Write out all of the records precisely. Skip anything that is a picture.

*DATA EXTRACT*:
____
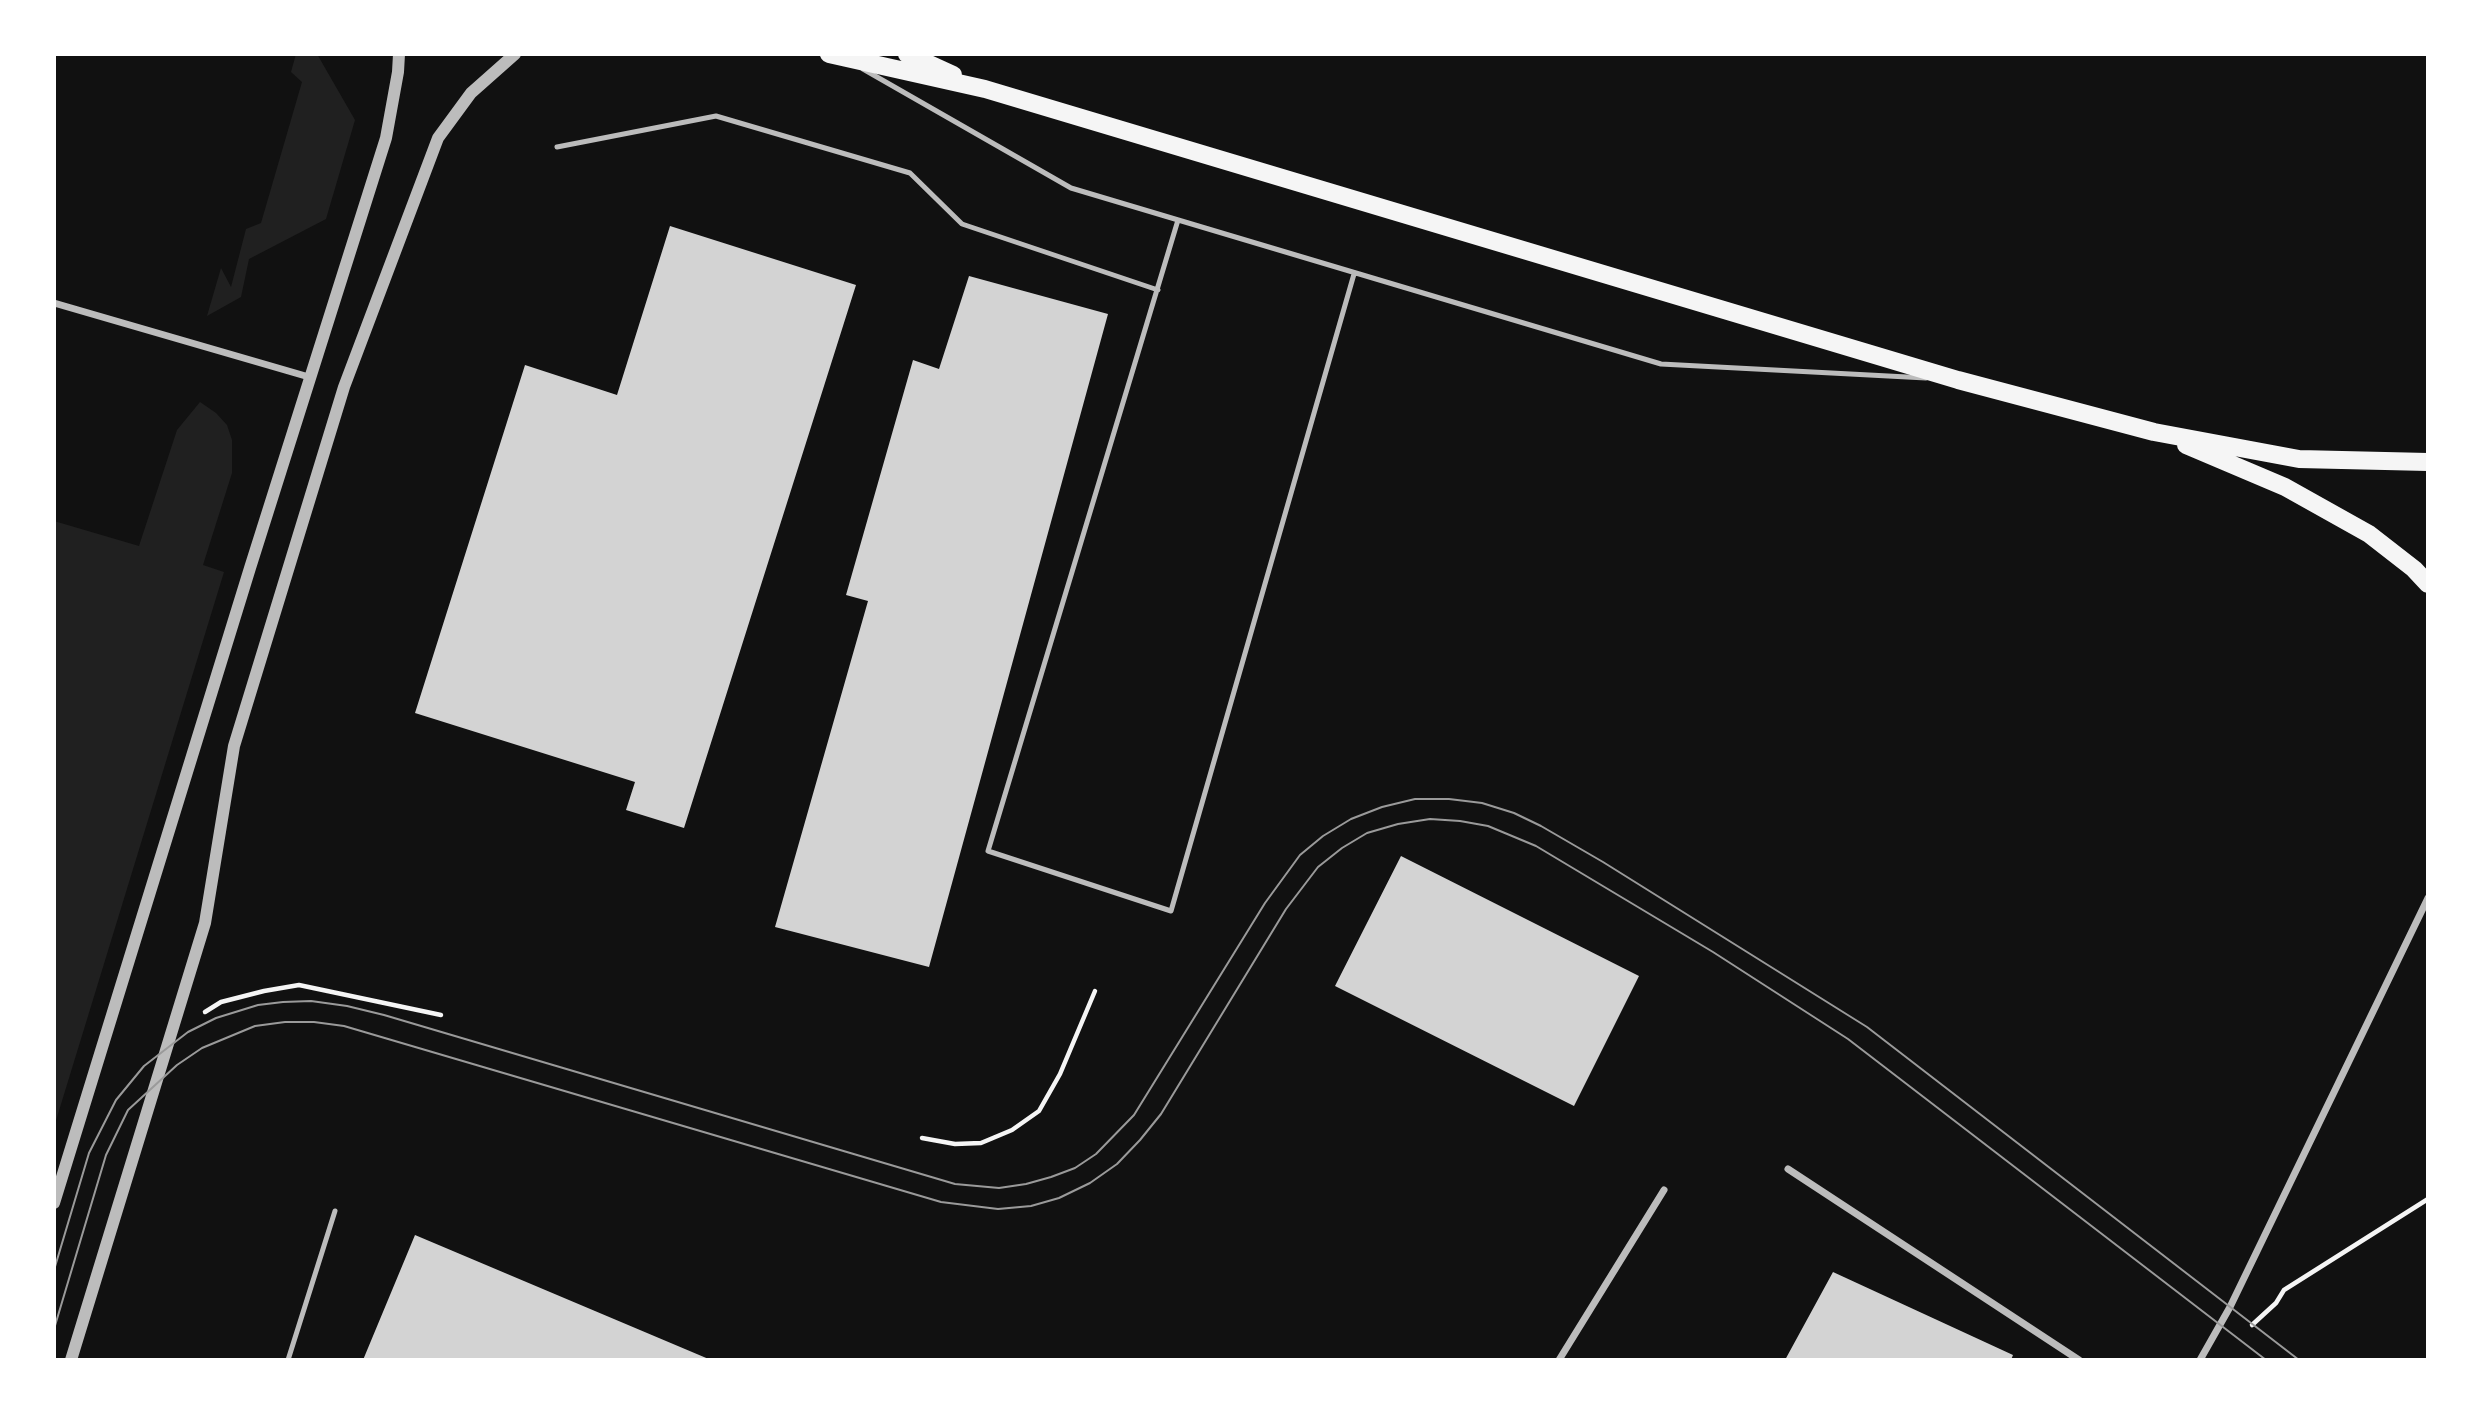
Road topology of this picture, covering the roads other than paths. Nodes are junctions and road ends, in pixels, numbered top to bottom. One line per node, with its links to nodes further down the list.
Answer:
1 (399, 54): 12 (street)
2 (515, 54): 22 (street)
3 (829, 54): 5 (main road)
4 (907, 54): 6 (main road)
5 (849, 60): 6 (main road); 8 (lane)
6 (985, 89): 13 (main road)
7 (557, 147): 10 (lane)
8 (1178, 220): 9 (lane); 10 (lane)
9 (1354, 274): 10 (lane); 13 (lane)
10 (1158, 290)
11 (54, 303): 12 (street)
12 (309, 377): 20 (street)
13 (1958, 380): 14 (main road)
14 (2154, 432): 15 (main road); 16 (main road)
15 (2428, 462)
16 (2428, 584)
17 (2428, 898): 26 (street)
18 (1787, 1169): 25 (street)
19 (1664, 1190): 24 (street)
20 (54, 1203)
21 (335, 1211): 23 (lane)
22 (71, 1360)
23 (288, 1360)
24 (1559, 1360)
25 (2079, 1360)
26 (2200, 1360)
____
*EXERCISE RESPONSE*:
Road topology of this picture, covering the roads other than paths. Nodes are junctions and road ends, in pixels, numbered top to bottom. One line per node, with its links to nodes further down the list.
Answer:
1 (399, 54): 12 (street)
2 (515, 54): 22 (street)
3 (829, 54): 5 (main road)
4 (907, 54): 6 (main road)
5 (849, 60): 6 (main road); 8 (lane)
6 (985, 89): 13 (main road)
7 (557, 147): 10 (lane)
8 (1178, 220): 9 (lane); 10 (lane)
9 (1354, 274): 10 (lane); 13 (lane)
10 (1158, 290)
11 (54, 303): 12 (street)
12 (309, 377): 20 (street)
13 (1958, 380): 14 (main road)
14 (2154, 432): 15 (main road); 16 (main road)
15 (2428, 462)
16 (2428, 584)
17 (2428, 898): 26 (street)
18 (1787, 1169): 25 (street)
19 (1664, 1190): 24 (street)
20 (54, 1203)
21 (335, 1211): 23 (lane)
22 (71, 1360)
23 (288, 1360)
24 (1559, 1360)
25 (2079, 1360)
26 (2200, 1360)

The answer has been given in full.